Records excerpted from a collection
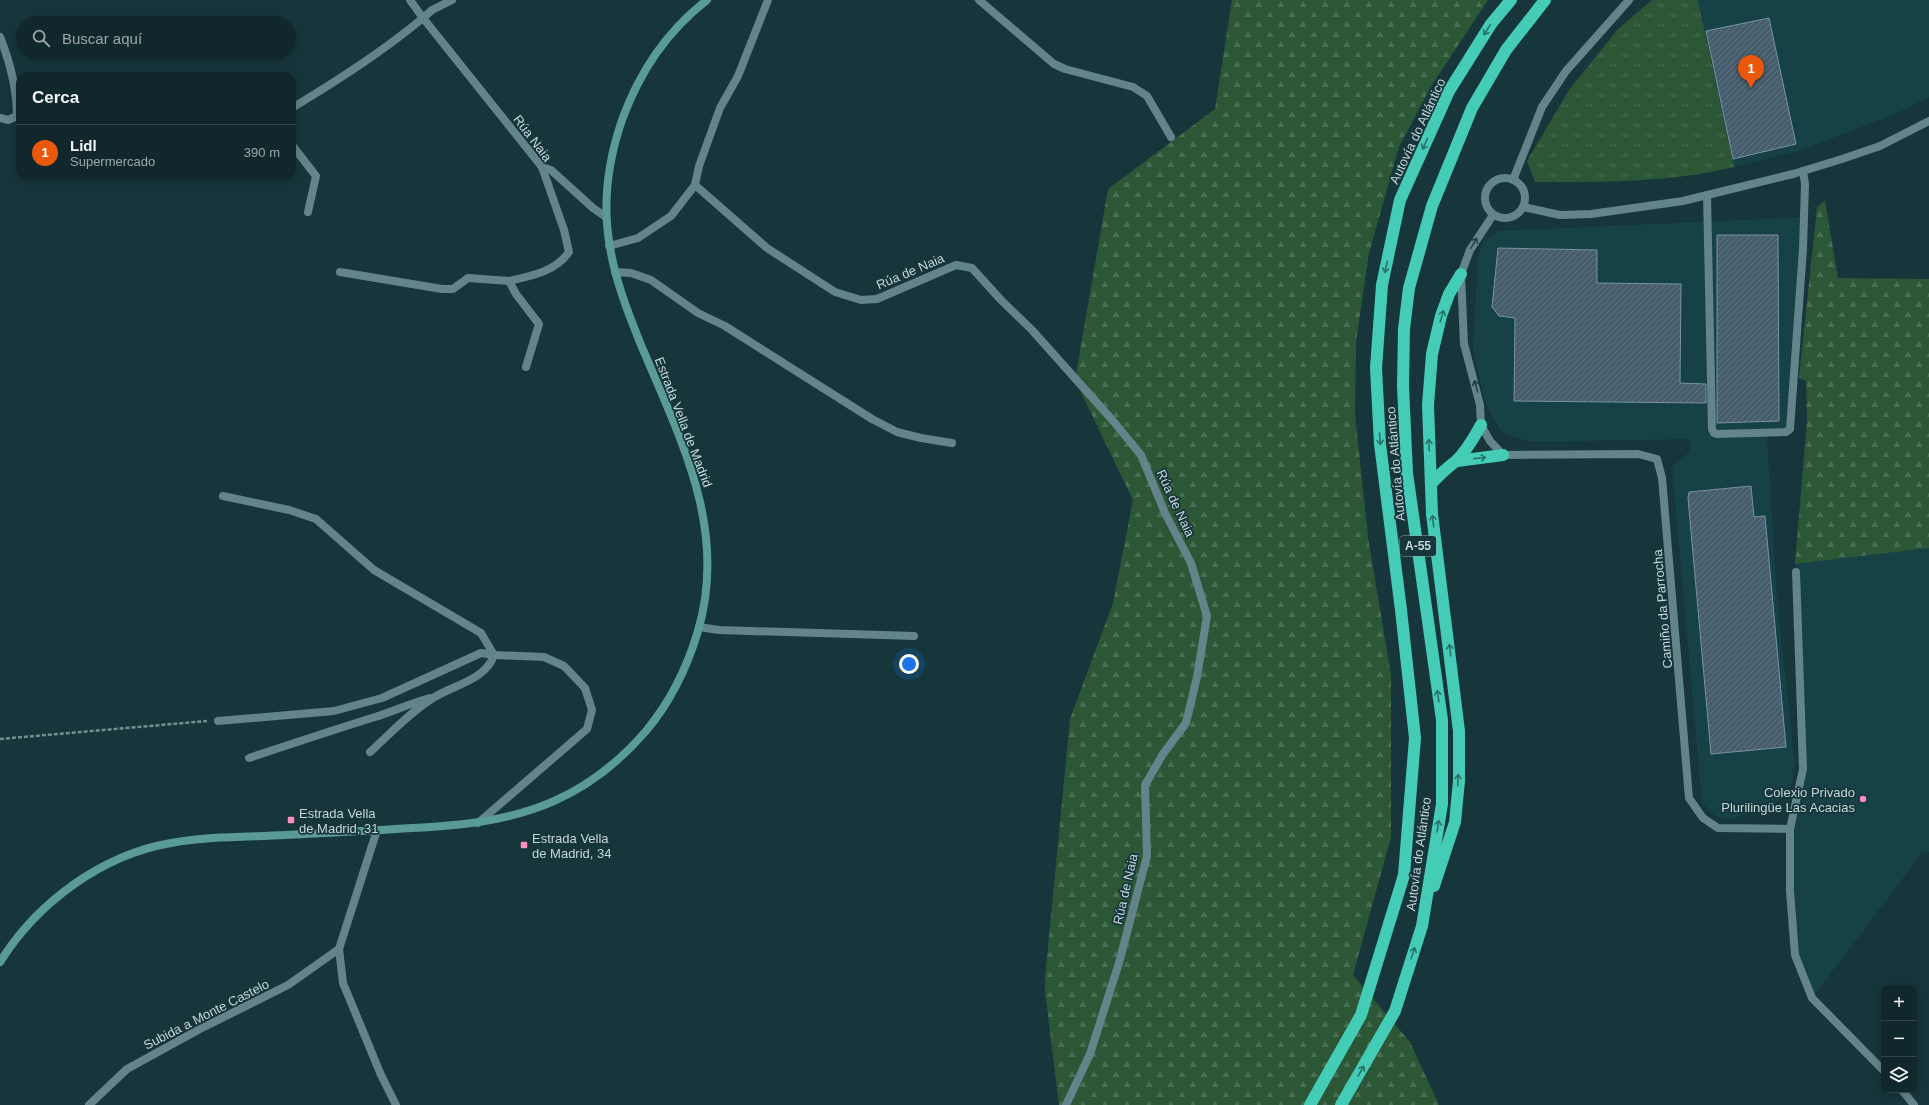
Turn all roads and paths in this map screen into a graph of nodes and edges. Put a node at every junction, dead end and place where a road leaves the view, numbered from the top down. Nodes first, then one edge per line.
1 (410, 0) edge
2 (452, 0) edge
3 (707, 0) edge
4 (768, 0) edge
5 (979, 0) edge
6 (1511, 0) edge
7 (1545, 0) edge
8 (1629, 0) edge
9 (423, 18) junction
10 (0, 37) edge
11 (16, 98) edge
12 (296, 106) edge
13 (16, 117) edge
14 (0, 118) edge
15 (1929, 121) edge
16 (1171, 137) dead end
17 (296, 150) edge
18 (542, 167) junction
19 (1803, 171) junction
20 (1512, 180) junction
21 (695, 185) junction
22 (1707, 195) junction
23 (1523, 207) junction
24 (308, 212) dead end
25 (1493, 215) junction
26 (606, 218) junction
27 (609, 246) junction
28 (340, 272) dead end
29 (615, 272) junction
30 (1461, 274) junction
31 (509, 281) junction
32 (526, 367) dead end
33 (1481, 425) junction
34 (952, 443) dead end
35 (1503, 456) junction
36 (1457, 460) junction
37 (1431, 484) junction
38 (223, 496) dead end
39 (1796, 572) dead end
40 (699, 628) junction
41 (914, 636) dead end
42 (494, 655) junction
43 (433, 698) junction
44 (218, 720) joint
45 (0, 739) edge
46 (370, 752) dead end
47 (249, 758) dead end
48 (478, 823) junction
49 (1790, 829) junction
50 (377, 830) junction
51 (1422, 926) junction
52 (339, 949) junction
53 (0, 962) edge
54 (1881, 1069) edge
55 (1904, 1093) edge
56 (89, 1105) edge
57 (396, 1105) edge
58 (1066, 1105) edge
59 (1310, 1105) edge
60 (1342, 1105) edge
61 (1914, 1105) edge

1 - 9 street, Rúa Naia
2 - 9 street
3 - 26 main road, Estrada Vella de Madrid
4 - 21 street
5 - 16 street
6 -> 59 highway, Autovía do Atlántico / A-55
51 -> 7 highway, Autovía do Atlántico / A-55
8 - 20 street
9 - 12 street
9 - 18 street, Rúa Naia
10 - 11 street
13 - 14 street
15 - 19 street
17 - 24 street
18 - 26 street
18 - 31 street, Rúa Naia
19 - 22 street
19 - 22 street
20 - 23 street
20 - 25 street
21 - 27 street
21 - 58 street, Rúa de Naia
22 - 23 street
23 - 25 street
30 -> 25 street
26 - 27 main road, Estrada Vella de Madrid
27 - 29 main road, Estrada Vella de Madrid
28 - 31 street, Rúa Naia
29 - 34 street
29 - 40 main road, Estrada Vella de Madrid
33 -> 30 street
37 -> 30 highway
31 - 32 street
33 - 35 street
33 - 36 highway
36 -> 35 highway
35 - 49 street, Camiño da Parrocha
36 - 37 highway
51 -> 37 highway, A-55
38 - 42 street
39 - 49 street
40 - 41 street
40 - 48 main road, Estrada Vella de Madrid
42 - 43 street
42 - 44 street
42 - 48 street
43 - 46 street
43 - 47 street
44 - 45 path
48 - 50 main road, Estrada Vella de Madrid
49 - 54 street
50 - 52 street
50 - 53 main road, Estrada Vella de Madrid
60 -> 51 highway, Autovía do Atlántico / A-55
52 - 56 street, Subida a Monte Castelo
52 - 57 street
55 - 61 street

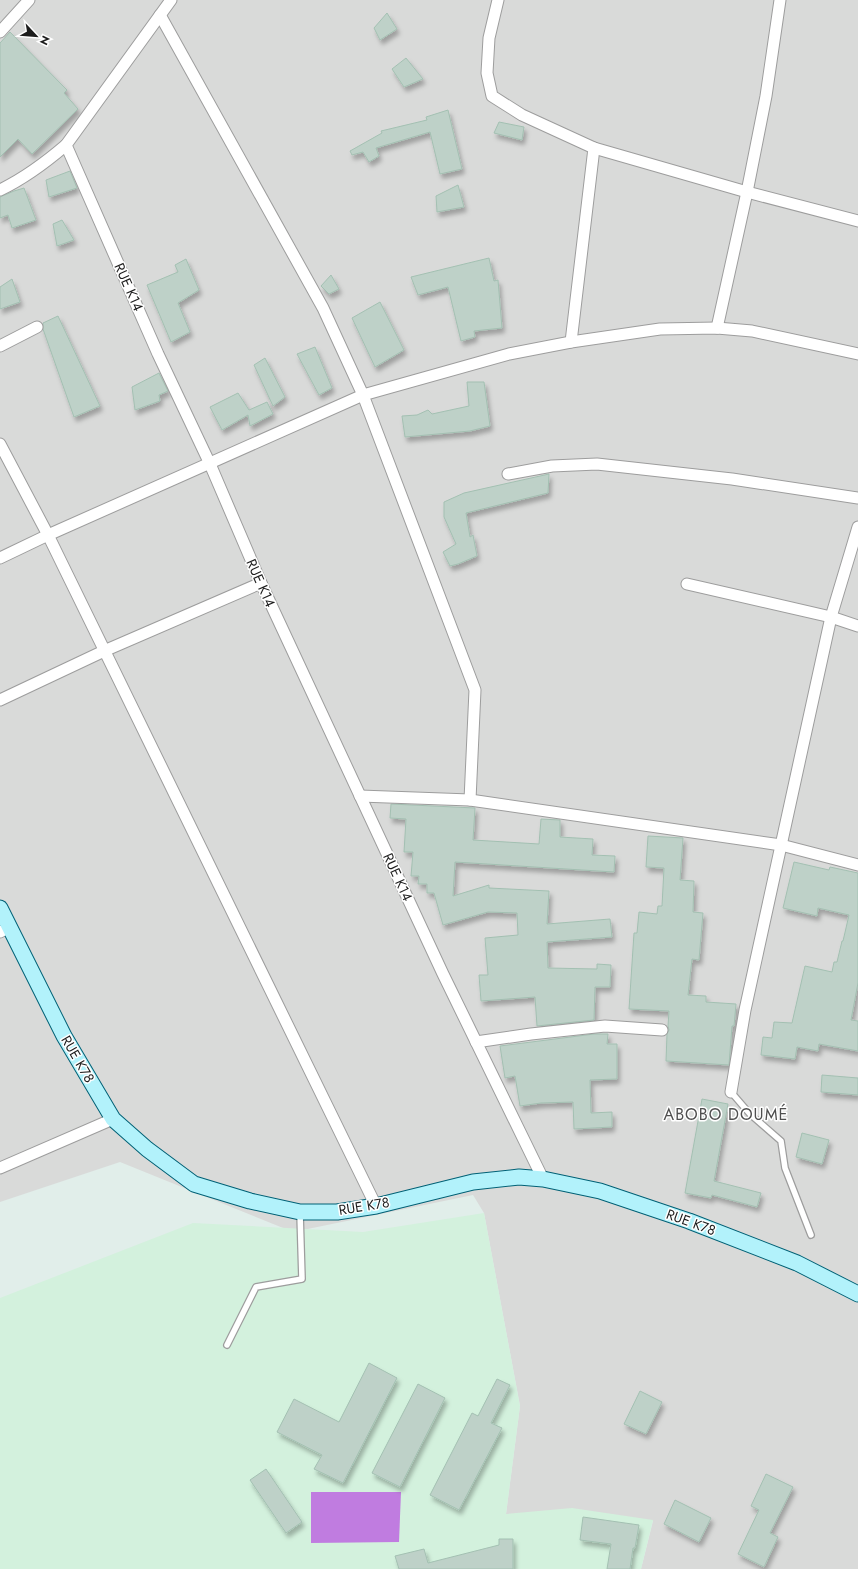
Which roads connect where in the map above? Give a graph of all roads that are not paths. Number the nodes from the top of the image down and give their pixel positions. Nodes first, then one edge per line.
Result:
1 (29, 0) edge
2 (171, 0) edge
3 (498, 0) edge
4 (780, 0) edge
5 (160, 15) junction
6 (0, 32) edge
7 (66, 145) junction
8 (594, 148) junction
9 (0, 190) edge
10 (747, 192) junction
11 (858, 221) edge
12 (37, 328) dead end
13 (717, 328) junction
14 (571, 342) junction
15 (0, 346) edge
16 (858, 354) edge
17 (364, 395) junction
18 (0, 444) edge
19 (210, 464) junction
20 (508, 474) dead end
21 (858, 498) edge
22 (858, 526) edge
23 (48, 535) junction
24 (0, 558) edge
25 (261, 583) junction
26 (687, 584) dead end
27 (831, 618) junction
28 (858, 626) edge
29 (104, 651) junction
30 (0, 700) edge
31 (360, 796) junction
32 (470, 800) junction
33 (781, 845) junction
34 (858, 866) edge
35 (0, 908) edge
36 (5, 929) edge
37 (662, 1030) dead end
38 (476, 1042) junction
39 (731, 1092) joint
40 (113, 1119) junction
41 (0, 1168) edge
42 (543, 1179) junction
43 (376, 1206) junction
44 (300, 1212) junction
45 (810, 1235) dead end
46 (858, 1294) edge
47 (227, 1345) dead end

1 - 6 street
2 - 5 street
3 - 8 street
4 - 10 street
5 - 7 street
5 - 17 street
7 - 9 street
7 - 19 street, RUE K14
8 - 10 street
8 - 14 street
10 - 11 street
10 - 13 street
12 - 15 street
13 - 14 street
13 - 16 street
14 - 17 street
17 - 19 street
17 - 32 street
18 - 23 street
19 - 23 street
19 - 25 street, RUE K14
20 - 21 street
22 - 27 street
23 - 24 street
23 - 29 street
25 - 29 street
25 - 31 street, RUE K14
26 - 27 street
27 - 28 street
27 - 33 street
29 - 30 street
29 - 43 street
31 - 32 street
31 - 38 street, RUE K14
32 - 33 street
33 - 34 street
33 - 39 street
35 - 36 street, RUE K78
36 - 40 street, RUE K78
37 - 38 street
38 - 42 street, RUE K14
39 - 45 lane
40 - 41 street
40 - 44 street, RUE K78
42 - 43 street, RUE K78
42 - 46 street, RUE K78
43 - 44 street, RUE K78
44 - 47 lane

▶ Directions: Once you have counted the lines above that contain "down", give that number alone.

▶ Exercise result: 2